On a more serious note, Trump is just one person. But there is an element of the far-right these days that supports an English only movement, that wants to make English a part of an immigration points-based System that fears Spanish, in particular, but perhaps all languages that are not English, and the idea of fearing a language — language is an expressive code. It’s a  human creation of a great sort of art and subtlety. Of course, the point is about the speakers and the people fear the speakers, but it is a dark moment and a dark note. That’s why I end the book with the question of whether we’re at peak linguistic diversity. We can celebrate that New York is the most linguistically diverse city in the world and cities everywhere have become more diverse, that we’re all enriched by this on many levels, but we don’t know whether that will last and what will happen now.

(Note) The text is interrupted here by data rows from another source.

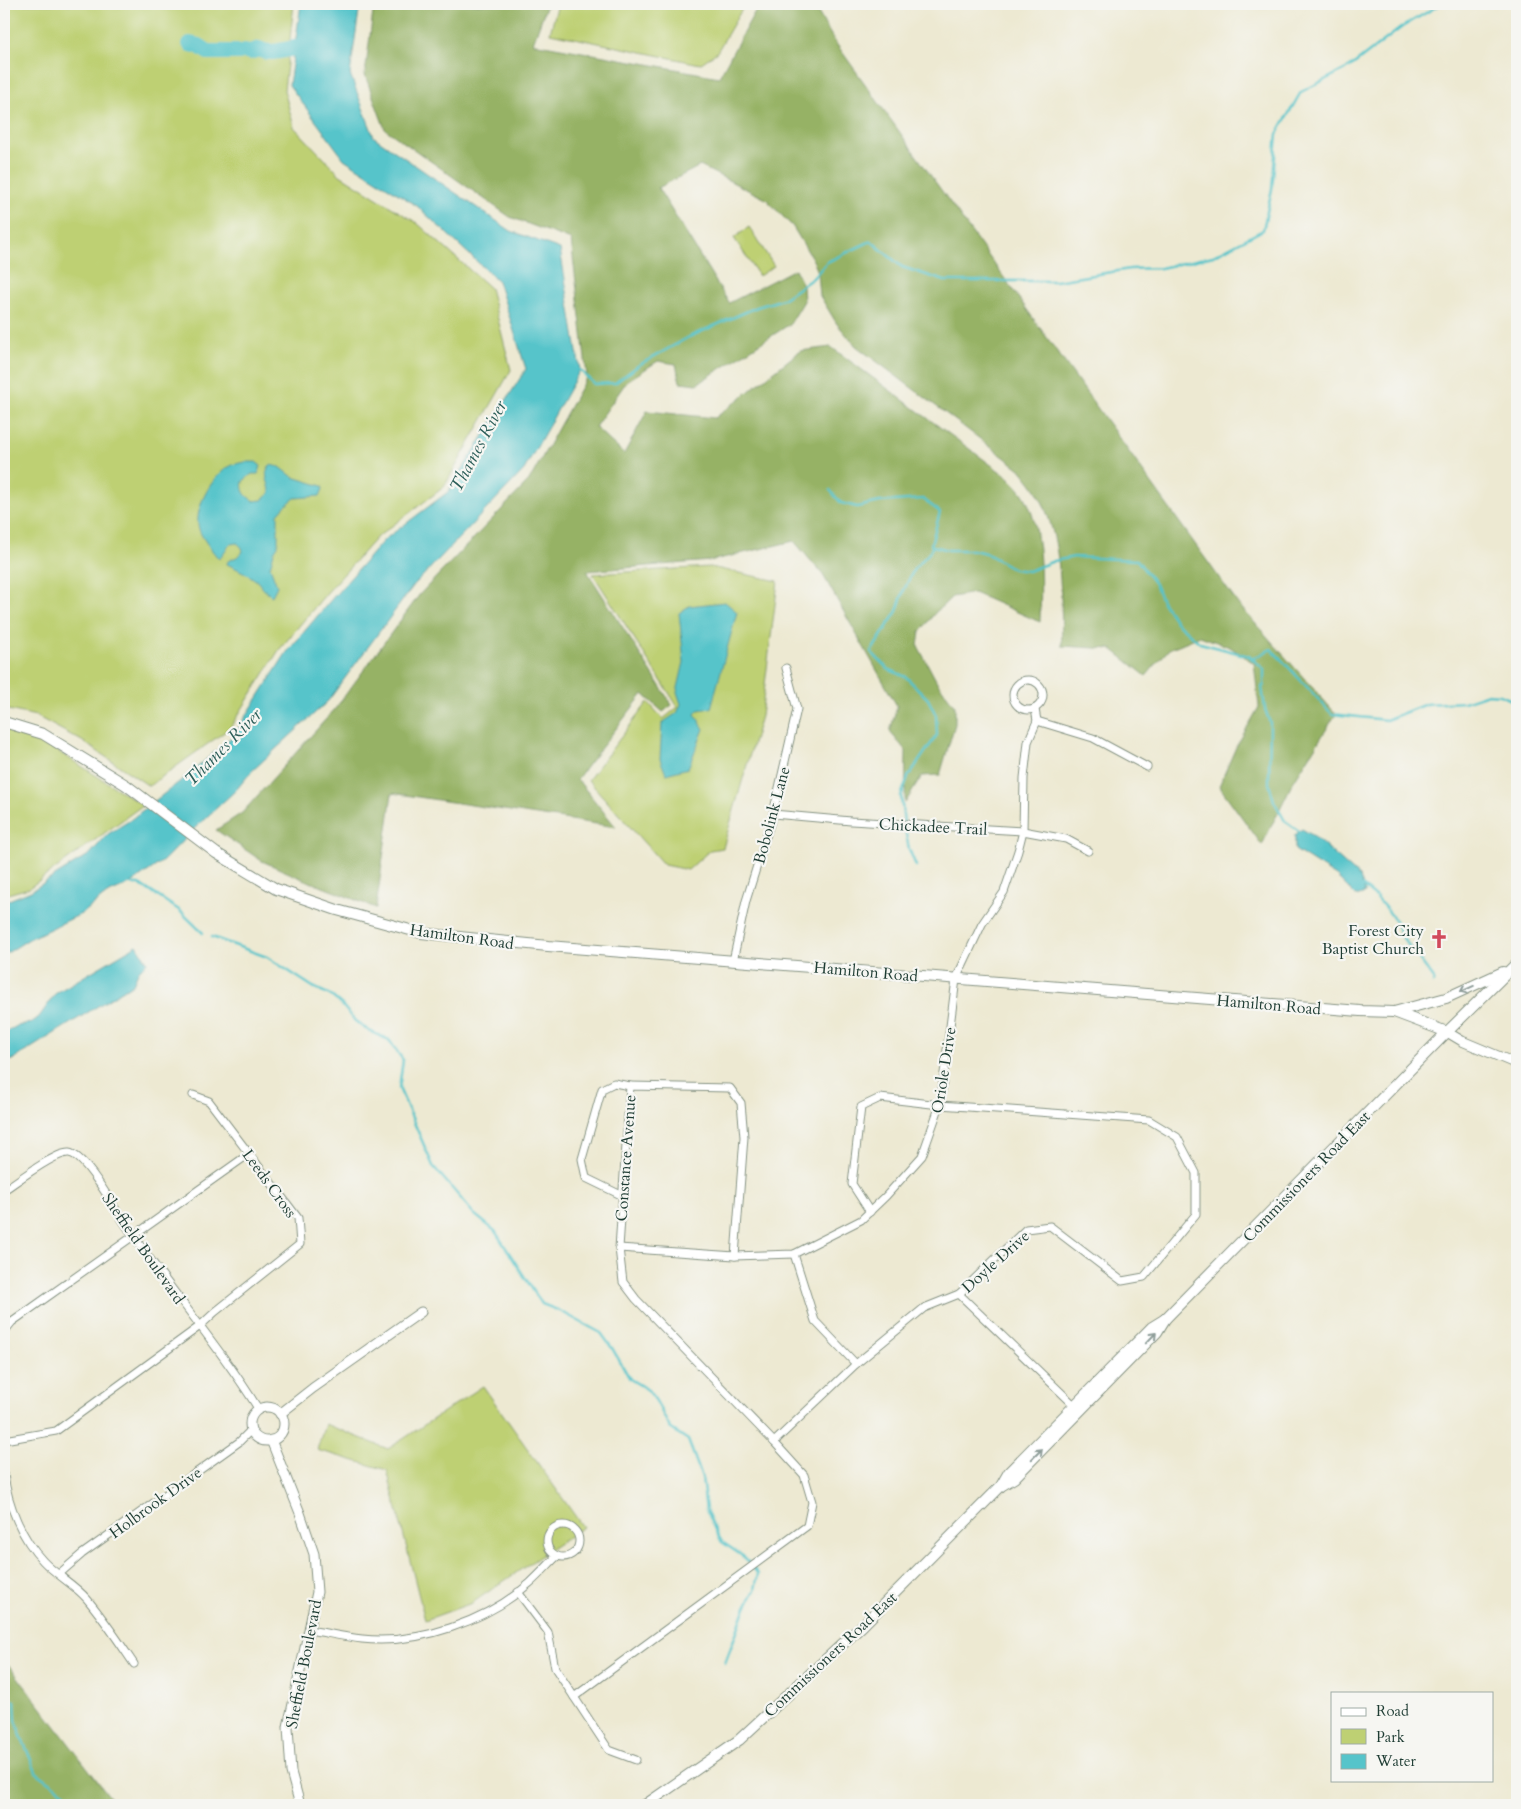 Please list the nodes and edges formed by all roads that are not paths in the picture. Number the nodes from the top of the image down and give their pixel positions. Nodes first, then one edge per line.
1 (786, 668) dead end
2 (1034, 709) junction
3 (1037, 720) junction
4 (4, 722) edge
5 (1147, 767) dead end
6 (773, 814) junction
7 (1022, 831) junction
8 (1088, 851) dead end
9 (733, 961) junction
10 (1514, 966) edge
11 (956, 978) junction
12 (1394, 1012) junction
13 (1447, 1032) junction
14 (1517, 1064) edge
15 (630, 1086) junction
16 (193, 1095) dead end
17 (940, 1105) junction
18 (249, 1154) junction
19 (4, 1190) edge
20 (623, 1196) junction
21 (870, 1212) junction
22 (133, 1236) junction
23 (619, 1248) junction
24 (794, 1254) junction
25 (735, 1256) junction
26 (960, 1294) junction
27 (421, 1312) dead end
28 (1165, 1319) junction
29 (200, 1326) junction
30 (4, 1332) edge
31 (856, 1364) junction
32 (1074, 1405) junction
33 (259, 1410) junction
34 (280, 1414) junction
35 (251, 1430) junction
36 (4, 1440) edge
37 (271, 1440) junction
38 (774, 1442) junction
39 (4, 1475) edge
40 (1001, 1486) junction
41 (557, 1556) junction
42 (58, 1574) junction
43 (518, 1592) junction
44 (309, 1630) junction
45 (134, 1664) dead end
46 (574, 1697) junction
47 (636, 1760) dead end
48 (300, 1805) edge
49 (645, 1805) edge

1 - 6 street, Bobolink Lane
2 - 2 street
2 - 3 street
3 - 5 street
3 - 7 street, Oriole Drive
4 - 9 main road, Hamilton Road
6 - 7 street, Chickadee Trail
6 - 9 street, Bobolink Lane
7 - 8 street, Chickadee Trail
7 - 11 street, Oriole Drive
9 - 11 main road, Hamilton Road
10 -> 12 main road
10 - 13 main road
11 - 12 main road, Hamilton Road
11 - 17 street, Oriole Drive
12 - 13 main road, Hamilton Road
13 - 14 street
13 - 28 main road, Commissioners Road East
15 - 20 street, Constance Avenue
15 - 20 street
15 - 25 street, Constance Avenue
16 - 18 street, Leeds Cross
17 - 21 street, Oriole Drive
17 - 21 street, Doyle Drive
17 - 26 street, Doyle Drive
18 - 22 street
18 - 29 street, Leeds Cross
19 - 22 street, Sheffield Boulevard
20 - 23 street, Constance Avenue
21 - 24 street, Oriole Drive
22 - 29 street, Sheffield Boulevard
22 - 30 street
23 - 25 street, Oriole Drive
23 - 38 street, Constance Avenue
24 - 25 street, Oriole Drive
24 - 31 street
26 - 31 street, Doyle Drive
26 - 32 street
27 - 34 street
28 - 32 main road, Commissioners Road East
40 -> 28 main road, Commissioners Road East
29 - 33 street, Sheffield Boulevard
29 - 36 street
31 - 38 street, Doyle Drive
32 - 40 main road, Commissioners Road East
33 - 34 street
33 - 35 street
34 - 37 street
35 - 37 street
35 - 42 street, Holbrook Drive
37 - 44 street, Sheffield Boulevard
38 - 46 street, Constance Avenue
39 - 42 street
40 - 49 main road, Commissioners Road East
41 - 41 street
41 - 43 street
42 - 45 street
43 - 44 street
43 - 46 street
44 - 48 street, Sheffield Boulevard
46 - 47 street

There is a note of some foreboding, a question especially now in the 100th anniversary of the 1924 Immigration Act, which closed the doors to Jewish immigrants as well as other Southern and Eastern Europeans, really to anybody who was not in Northern or Western European with essentially racist quotas. We’re in the 100th anniversary of that, so it’s possible to imagine something similar happening in this election year where immigration is at the top of the agenda.